A Maduro se le terminó el tiempo y lo mejor que puede hacer es buscar un salvoconducto. El presidente venezolano no tiene el carisma que tenía el padre del “socialismo del siglo XXI”, Hugo Chávez. No tiene siquiera la preparación mínima necesaria, ni tampoco la habilidad, la astucia y amplitud de miras que se requieren para gobernar una situación crítica e inestable como la de Venezuela.
En el complejo itinerario de esta crisis – considerando el período comprendido entre el momento en que el Papa Francisco se interesó directamente (21 de abril de 2013) hasta hoy – resulta evidente que Maduro ha demostrado ser un gobernante poco confiable, contradictorio, proclive a la mentira y al engaño, engreído y descarado. Maduro, encerrado dentro del estrecho círculo de personajes que lo manejan (Diosdado Cabello, Tareck El Aissami, Vladimir Padrino López y los hermanos Rodríguez, Delcy y Jorge) ha mentido una y otra vez a sus interlocutores vaticanos, a los representantes de la Unasur, a numerosos diplomáticos latinoamericanos y europeos y a altos responsables de la ONU. Fundamentalmente el principal responsable entre todos, tanto miembros del gobierno como de la oposición, del fracaso del diálogo apoyado por la Santa Sede y llevado adelante por dos ex presidentes latinoamericanos y un Primer ministro español, es Nicolás Maduro y los suyos.
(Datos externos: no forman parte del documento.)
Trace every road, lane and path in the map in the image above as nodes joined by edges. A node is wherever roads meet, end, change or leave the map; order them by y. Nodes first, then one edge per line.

Maduro ha usado a todos de manera descarada para ganar tiempo y organizar sus respuestas, cada vez más autoritarias y represivas. Desde el pasado domingo hasta hoy, Maduro ha ido concretando un verdadero, gradual pero despiadado “golpe”, cerrando cualquier posibilidad de solución democrática en el país. Y en todo esto, no tienen nada que ver las “injerencias extranjeras”, las “operaciones ocultas del imperialismo” o los “complots internacionales”.
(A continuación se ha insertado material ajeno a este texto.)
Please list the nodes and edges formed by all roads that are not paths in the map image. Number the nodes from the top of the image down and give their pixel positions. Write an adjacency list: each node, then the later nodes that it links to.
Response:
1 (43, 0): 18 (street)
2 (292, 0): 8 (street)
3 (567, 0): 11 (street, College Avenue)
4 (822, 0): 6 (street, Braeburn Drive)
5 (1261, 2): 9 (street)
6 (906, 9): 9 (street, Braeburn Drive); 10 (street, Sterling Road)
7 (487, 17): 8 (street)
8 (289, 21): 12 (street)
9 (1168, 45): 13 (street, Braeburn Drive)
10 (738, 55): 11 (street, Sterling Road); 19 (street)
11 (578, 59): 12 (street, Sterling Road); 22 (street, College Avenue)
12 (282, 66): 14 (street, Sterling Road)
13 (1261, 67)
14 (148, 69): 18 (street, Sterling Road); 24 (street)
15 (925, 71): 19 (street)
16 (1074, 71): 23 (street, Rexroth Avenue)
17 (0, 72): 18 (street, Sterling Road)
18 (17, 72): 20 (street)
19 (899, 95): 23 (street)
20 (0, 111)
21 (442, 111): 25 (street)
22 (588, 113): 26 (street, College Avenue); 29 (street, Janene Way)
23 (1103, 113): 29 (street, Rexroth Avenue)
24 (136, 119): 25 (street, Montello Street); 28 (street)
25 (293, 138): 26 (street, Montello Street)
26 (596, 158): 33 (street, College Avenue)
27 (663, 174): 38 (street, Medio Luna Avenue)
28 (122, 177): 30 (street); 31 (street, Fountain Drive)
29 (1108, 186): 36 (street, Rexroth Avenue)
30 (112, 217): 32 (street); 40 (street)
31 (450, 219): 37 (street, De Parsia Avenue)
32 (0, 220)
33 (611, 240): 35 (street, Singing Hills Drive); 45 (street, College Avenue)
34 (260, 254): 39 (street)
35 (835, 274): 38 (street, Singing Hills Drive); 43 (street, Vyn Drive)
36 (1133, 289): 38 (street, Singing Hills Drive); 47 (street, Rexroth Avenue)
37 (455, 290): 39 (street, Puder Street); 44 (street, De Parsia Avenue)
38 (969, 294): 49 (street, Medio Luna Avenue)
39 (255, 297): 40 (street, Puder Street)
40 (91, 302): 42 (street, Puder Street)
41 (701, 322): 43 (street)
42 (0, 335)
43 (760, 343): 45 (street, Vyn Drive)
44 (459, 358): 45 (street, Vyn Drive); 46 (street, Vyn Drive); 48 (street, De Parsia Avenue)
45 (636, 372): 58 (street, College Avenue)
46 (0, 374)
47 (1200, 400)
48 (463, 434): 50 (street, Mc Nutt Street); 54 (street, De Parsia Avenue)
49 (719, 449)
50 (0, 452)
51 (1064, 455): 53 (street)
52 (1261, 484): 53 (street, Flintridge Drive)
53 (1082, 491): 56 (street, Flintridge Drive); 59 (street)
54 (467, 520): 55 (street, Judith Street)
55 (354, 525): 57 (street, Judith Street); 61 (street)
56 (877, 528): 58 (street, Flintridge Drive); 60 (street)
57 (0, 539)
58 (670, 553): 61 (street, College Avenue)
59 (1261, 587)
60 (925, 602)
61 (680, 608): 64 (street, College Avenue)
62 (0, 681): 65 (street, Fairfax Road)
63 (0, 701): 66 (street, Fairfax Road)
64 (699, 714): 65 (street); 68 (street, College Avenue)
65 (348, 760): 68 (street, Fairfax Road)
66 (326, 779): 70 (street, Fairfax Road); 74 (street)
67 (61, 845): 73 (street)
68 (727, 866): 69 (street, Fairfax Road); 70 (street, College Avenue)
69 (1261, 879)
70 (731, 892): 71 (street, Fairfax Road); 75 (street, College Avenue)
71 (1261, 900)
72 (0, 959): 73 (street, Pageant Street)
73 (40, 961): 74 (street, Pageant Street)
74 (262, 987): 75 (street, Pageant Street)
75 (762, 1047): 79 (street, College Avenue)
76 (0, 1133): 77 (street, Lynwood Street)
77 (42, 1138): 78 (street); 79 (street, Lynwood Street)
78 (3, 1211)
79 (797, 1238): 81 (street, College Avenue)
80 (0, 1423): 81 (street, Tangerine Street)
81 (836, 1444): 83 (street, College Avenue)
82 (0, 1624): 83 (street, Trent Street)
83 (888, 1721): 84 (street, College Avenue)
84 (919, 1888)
Hoy por hoy, Maduro es un chato y mediocre dirigente sin pensamiento propio y sin impulso utópico. Por lo general compensa su evidente falta de liderazgo con una verborragia sembrada de invocaciones a Dios y reclamo de bendiciones, hasta parecer una especie de telepredicador en serie. Hoy, atrincherado ya en cuatro manzanas de Caracas, sus discursos, incoherentes y vulgares, resultan patéticos. Ni siquiera se da cuenta de que todavía está sentado en su sillón porque le conviene a las Fuerzas Armadas, y que cuando ya no les sirva tendrá que buscar otro oficio.
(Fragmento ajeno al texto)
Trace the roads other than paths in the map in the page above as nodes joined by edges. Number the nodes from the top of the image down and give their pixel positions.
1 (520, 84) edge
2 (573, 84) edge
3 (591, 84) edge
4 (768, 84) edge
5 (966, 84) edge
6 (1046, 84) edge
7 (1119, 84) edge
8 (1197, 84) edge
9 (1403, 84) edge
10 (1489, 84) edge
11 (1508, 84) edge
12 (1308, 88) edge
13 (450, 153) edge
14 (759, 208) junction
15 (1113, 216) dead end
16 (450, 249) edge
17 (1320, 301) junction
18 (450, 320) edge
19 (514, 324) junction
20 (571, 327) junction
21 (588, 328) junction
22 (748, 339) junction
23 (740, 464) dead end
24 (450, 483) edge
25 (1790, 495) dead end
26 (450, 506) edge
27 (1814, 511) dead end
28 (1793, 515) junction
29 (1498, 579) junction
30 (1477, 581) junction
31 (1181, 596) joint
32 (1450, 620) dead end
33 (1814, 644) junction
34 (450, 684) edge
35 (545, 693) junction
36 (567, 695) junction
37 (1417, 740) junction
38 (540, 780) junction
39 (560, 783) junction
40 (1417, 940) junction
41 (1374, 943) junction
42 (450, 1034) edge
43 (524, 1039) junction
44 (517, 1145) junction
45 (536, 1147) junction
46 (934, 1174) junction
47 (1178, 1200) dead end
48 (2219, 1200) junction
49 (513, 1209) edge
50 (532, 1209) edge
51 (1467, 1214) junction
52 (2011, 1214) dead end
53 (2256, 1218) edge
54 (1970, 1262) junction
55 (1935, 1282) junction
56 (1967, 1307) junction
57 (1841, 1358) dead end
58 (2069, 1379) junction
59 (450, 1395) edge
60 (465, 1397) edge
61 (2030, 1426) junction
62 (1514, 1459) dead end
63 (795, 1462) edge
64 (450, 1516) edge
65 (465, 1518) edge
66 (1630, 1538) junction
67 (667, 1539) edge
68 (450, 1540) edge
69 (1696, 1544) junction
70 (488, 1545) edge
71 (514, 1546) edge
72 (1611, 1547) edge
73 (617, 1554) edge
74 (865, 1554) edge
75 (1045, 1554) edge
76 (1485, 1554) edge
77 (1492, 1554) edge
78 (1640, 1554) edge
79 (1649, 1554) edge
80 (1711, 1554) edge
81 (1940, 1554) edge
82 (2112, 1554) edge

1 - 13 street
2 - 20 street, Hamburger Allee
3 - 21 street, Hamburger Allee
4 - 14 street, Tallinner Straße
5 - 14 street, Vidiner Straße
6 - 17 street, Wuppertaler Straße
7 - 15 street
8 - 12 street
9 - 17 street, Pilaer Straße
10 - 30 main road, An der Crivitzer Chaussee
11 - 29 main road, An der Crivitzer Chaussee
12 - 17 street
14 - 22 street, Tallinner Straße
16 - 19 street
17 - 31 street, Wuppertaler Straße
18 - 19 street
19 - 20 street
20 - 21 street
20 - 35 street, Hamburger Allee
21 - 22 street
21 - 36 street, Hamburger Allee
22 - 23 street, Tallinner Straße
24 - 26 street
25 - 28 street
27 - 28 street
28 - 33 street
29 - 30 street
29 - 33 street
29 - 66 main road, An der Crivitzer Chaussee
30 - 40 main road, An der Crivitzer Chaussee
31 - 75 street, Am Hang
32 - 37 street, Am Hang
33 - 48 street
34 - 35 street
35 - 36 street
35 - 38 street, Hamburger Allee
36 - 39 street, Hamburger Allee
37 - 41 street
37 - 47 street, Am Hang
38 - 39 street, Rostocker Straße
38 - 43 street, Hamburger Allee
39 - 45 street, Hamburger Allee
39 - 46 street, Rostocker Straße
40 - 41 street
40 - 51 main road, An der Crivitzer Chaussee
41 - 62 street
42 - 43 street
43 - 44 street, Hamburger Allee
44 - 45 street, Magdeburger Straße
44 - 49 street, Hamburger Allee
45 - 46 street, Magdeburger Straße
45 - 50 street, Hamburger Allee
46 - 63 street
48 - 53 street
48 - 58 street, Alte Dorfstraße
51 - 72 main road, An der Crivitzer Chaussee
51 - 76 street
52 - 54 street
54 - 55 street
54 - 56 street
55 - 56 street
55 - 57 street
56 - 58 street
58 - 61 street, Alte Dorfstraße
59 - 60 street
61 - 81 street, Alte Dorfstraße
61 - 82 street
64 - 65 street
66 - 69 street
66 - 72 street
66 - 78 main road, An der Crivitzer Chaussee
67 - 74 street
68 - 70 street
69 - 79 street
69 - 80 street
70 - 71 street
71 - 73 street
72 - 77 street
Tal vez las buenas maneras periodísticas, que a menudo responden a la obsequiosidad mediática con el poder, consideran poco correcto lo que hemos escrito. Alguien podría objetar que es un ataque personal. Pero no se trata de eso. Conocemos muy bien desde el principio la crisis venezolana, crisis que muchos analistas de última hora creen que nació hace unos meses con las primeras muertes en las protestas contra el gobierno. Obviamente ignoran, por ejemplo, que la situación ya era grave e incandescente el 11 de mayo de 2006, cuando Benedicto XVI recibió en audiencia a Hugo Chávez. Desde entonces todo siguió empeorando cada vez más. Maduro ha rechazado todas las oportunidades que se le propusieron para buscar soluciones consensuadas, pacíficas y democráticas en favor de la paz y del bien común, como siempre auspició el Papa. Ahora, con él ya no es posible ninguna solución. Cuanto más insista en aferrarse al poder, más larga será la dolorosa agonía de un pueblo y de una nación.